Bankruptcy is a legal way to start all over again financially, but it’s getting less and less popular in America.
There were 819,760 consumer bankruptcy filings in 2015, according to the American Bankruptcy Institute, more than 90,000 fewer than in 2014. In fact, that makes the fifth straight year the number has dropped since 1.5 million people filed in 2010.
Still, that’s almost a million people ready to cash out on everything they own (a.k.a Chapter 7 bankruptcy) or try to buy some time to protect what they have while they figure out how to pay their debts (a.k.a Chapter 13 bankruptcy).

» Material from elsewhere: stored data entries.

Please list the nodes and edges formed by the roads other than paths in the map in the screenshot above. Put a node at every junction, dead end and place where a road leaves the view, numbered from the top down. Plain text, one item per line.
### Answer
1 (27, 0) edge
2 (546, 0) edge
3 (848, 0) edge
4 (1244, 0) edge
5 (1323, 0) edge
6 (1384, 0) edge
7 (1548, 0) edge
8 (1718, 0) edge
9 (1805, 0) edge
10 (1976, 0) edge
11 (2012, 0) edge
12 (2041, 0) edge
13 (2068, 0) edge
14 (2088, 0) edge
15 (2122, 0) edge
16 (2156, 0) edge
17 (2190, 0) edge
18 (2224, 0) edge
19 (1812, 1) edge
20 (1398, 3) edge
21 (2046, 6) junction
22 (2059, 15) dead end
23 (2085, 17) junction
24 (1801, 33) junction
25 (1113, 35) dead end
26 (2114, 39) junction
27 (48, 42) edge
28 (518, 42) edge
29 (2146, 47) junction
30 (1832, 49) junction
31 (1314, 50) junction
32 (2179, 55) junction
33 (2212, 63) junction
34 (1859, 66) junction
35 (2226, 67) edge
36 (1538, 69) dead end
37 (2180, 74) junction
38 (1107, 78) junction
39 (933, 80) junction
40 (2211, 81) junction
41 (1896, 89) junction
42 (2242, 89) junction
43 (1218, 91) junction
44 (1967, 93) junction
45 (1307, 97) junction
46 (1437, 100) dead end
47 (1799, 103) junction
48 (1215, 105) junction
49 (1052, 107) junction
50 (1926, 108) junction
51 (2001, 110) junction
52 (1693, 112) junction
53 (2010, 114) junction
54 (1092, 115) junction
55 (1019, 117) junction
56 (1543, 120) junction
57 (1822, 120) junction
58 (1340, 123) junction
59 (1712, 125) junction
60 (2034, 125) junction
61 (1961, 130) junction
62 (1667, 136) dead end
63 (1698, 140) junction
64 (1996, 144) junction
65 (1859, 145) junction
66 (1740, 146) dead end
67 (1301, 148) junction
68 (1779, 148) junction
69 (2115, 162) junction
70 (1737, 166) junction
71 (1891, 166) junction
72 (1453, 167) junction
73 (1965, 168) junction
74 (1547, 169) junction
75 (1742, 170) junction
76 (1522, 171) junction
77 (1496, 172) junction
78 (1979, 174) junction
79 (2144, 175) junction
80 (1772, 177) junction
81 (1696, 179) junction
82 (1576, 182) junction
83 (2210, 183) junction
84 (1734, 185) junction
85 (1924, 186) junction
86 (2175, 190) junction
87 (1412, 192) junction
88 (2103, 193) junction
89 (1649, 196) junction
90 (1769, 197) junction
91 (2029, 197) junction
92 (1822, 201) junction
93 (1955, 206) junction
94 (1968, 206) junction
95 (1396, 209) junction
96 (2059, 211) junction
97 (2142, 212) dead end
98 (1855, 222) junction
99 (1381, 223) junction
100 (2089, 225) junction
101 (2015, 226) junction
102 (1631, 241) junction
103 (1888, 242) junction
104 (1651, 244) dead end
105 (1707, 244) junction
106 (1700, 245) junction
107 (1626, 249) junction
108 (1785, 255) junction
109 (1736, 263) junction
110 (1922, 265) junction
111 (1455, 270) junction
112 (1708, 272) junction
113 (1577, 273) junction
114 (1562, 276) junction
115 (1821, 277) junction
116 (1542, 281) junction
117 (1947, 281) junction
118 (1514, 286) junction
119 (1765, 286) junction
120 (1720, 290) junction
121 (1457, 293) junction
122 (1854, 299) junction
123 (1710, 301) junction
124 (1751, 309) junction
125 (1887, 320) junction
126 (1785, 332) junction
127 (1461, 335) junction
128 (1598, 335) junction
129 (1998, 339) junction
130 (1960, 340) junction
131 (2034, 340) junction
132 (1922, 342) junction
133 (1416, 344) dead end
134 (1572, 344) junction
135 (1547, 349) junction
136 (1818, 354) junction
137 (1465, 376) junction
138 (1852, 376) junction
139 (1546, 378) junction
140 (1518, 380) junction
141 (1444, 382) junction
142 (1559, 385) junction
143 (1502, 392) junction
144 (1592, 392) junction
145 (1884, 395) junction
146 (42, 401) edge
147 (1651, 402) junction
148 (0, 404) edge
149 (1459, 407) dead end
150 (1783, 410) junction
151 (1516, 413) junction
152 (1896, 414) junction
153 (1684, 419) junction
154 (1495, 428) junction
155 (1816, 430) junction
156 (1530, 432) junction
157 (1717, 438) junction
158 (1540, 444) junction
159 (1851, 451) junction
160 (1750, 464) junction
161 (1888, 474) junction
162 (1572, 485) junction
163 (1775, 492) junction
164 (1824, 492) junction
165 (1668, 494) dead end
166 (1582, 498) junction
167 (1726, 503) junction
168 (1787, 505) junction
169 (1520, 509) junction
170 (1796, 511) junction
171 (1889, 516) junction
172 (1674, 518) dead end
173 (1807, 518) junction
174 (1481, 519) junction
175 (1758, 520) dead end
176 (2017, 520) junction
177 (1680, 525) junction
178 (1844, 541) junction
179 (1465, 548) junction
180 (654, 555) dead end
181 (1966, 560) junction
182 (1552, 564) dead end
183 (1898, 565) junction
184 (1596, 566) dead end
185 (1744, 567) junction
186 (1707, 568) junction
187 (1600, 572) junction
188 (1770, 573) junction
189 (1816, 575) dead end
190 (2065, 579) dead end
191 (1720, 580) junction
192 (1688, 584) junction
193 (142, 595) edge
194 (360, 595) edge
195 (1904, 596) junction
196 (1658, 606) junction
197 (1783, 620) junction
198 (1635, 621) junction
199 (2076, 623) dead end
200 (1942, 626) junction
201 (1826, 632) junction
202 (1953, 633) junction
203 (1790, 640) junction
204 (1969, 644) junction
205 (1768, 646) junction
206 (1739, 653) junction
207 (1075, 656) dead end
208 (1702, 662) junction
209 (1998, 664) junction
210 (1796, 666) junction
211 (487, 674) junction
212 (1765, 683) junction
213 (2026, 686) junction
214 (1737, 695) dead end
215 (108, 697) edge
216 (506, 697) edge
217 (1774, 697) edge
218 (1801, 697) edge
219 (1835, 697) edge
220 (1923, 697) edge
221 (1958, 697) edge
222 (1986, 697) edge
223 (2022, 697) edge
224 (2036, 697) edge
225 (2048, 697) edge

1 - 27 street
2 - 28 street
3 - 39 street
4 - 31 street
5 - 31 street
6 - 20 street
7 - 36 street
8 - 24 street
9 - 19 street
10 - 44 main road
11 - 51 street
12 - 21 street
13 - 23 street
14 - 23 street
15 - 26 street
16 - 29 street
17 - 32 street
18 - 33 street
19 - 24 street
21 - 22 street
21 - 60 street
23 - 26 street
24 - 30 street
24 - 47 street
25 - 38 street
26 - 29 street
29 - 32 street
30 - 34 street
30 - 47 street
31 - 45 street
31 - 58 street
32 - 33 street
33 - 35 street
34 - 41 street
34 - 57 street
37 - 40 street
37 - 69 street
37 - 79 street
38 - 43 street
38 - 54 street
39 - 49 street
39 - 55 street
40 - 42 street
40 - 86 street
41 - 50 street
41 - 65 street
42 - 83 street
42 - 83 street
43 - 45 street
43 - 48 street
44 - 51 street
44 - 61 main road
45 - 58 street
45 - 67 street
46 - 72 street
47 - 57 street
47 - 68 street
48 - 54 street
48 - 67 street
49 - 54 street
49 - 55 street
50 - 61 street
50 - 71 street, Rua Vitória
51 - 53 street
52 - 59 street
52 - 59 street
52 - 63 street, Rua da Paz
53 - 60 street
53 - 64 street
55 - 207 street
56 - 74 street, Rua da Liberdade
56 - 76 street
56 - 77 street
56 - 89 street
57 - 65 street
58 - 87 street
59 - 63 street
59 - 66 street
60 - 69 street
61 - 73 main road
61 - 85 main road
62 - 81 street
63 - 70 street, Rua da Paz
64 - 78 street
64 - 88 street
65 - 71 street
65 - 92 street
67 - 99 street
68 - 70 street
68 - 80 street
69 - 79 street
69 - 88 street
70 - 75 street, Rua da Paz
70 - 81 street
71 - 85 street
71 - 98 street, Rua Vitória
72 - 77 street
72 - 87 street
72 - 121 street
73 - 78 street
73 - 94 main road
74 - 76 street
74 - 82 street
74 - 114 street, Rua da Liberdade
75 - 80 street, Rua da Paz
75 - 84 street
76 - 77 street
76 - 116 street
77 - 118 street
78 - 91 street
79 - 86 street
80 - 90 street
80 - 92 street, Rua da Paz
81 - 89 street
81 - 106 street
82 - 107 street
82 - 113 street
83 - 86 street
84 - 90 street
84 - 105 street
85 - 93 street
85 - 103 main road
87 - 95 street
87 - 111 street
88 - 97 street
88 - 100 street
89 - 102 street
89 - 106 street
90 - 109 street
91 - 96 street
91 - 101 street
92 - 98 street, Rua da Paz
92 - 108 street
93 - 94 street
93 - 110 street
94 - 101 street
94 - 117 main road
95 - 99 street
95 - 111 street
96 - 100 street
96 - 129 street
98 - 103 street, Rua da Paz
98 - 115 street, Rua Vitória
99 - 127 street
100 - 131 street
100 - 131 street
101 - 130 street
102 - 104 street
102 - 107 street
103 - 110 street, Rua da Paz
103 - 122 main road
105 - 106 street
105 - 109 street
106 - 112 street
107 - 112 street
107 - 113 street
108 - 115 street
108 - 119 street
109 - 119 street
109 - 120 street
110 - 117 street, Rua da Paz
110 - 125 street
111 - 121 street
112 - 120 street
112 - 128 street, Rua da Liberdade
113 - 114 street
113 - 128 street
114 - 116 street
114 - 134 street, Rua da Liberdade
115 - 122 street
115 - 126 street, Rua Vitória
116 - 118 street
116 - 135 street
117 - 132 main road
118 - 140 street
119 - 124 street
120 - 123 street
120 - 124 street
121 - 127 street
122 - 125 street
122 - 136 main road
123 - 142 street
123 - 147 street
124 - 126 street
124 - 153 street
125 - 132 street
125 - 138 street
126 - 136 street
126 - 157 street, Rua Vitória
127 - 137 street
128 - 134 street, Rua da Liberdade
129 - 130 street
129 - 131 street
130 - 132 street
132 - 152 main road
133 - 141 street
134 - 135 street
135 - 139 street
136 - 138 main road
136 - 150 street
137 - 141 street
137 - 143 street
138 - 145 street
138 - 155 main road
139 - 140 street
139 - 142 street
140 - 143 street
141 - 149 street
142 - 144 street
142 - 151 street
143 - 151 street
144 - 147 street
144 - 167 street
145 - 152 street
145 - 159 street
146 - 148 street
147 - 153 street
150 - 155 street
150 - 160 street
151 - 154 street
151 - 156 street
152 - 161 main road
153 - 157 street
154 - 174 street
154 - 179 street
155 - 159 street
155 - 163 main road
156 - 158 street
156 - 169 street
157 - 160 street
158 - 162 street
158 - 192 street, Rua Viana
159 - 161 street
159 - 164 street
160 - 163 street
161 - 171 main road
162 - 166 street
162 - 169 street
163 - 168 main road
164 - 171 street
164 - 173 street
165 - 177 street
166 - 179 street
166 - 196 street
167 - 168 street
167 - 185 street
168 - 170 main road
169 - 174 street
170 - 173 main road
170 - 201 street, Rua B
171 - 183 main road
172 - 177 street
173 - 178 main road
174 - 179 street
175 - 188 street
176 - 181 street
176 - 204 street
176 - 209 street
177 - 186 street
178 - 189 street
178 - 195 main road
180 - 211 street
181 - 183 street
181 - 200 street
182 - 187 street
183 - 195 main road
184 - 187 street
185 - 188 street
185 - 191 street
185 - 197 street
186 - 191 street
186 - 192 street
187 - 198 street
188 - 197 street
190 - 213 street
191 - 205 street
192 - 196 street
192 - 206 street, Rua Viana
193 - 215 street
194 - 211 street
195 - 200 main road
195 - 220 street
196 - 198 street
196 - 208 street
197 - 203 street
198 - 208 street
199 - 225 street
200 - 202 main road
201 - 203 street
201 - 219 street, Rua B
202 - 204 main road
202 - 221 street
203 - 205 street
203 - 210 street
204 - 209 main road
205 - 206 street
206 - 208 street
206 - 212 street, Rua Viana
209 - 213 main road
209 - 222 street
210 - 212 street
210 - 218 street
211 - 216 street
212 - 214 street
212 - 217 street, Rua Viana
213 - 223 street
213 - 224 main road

Chapter 7 bankruptcy cases take 4-6 months to settle and Chapter 13 filings can last a year or more. The secret to success with either one is almost always predicated on the time spent planning ahead of the actual filing.
“It all depends on how you treat the pre-bankruptcy planning,” David Leibowitz, a bankruptcy attorney in Chicago and founder of the Lakelaw firm, said. “Good pre-bankruptcy planning is great. Bad bankruptcy planning can result in losing your discharge and maybe even going to jail.
“You can either do some smart things that will really help your case or you can do things that will get you in serious trouble.”
What Is Pre-Bankruptcy Credit Counseling?
The 2005 Bankruptcy Abuse Prevention and Consumer Protection Act made it a requirement that anyone filing for bankruptcy must take a credit counseling session at least 180 days before filing.
Pre-bankruptcy credit counseling is an opportunity to receive advice from an approved counselor on whether there is some other way for you to get back on your feet financially, or is bankruptcy really the only choice.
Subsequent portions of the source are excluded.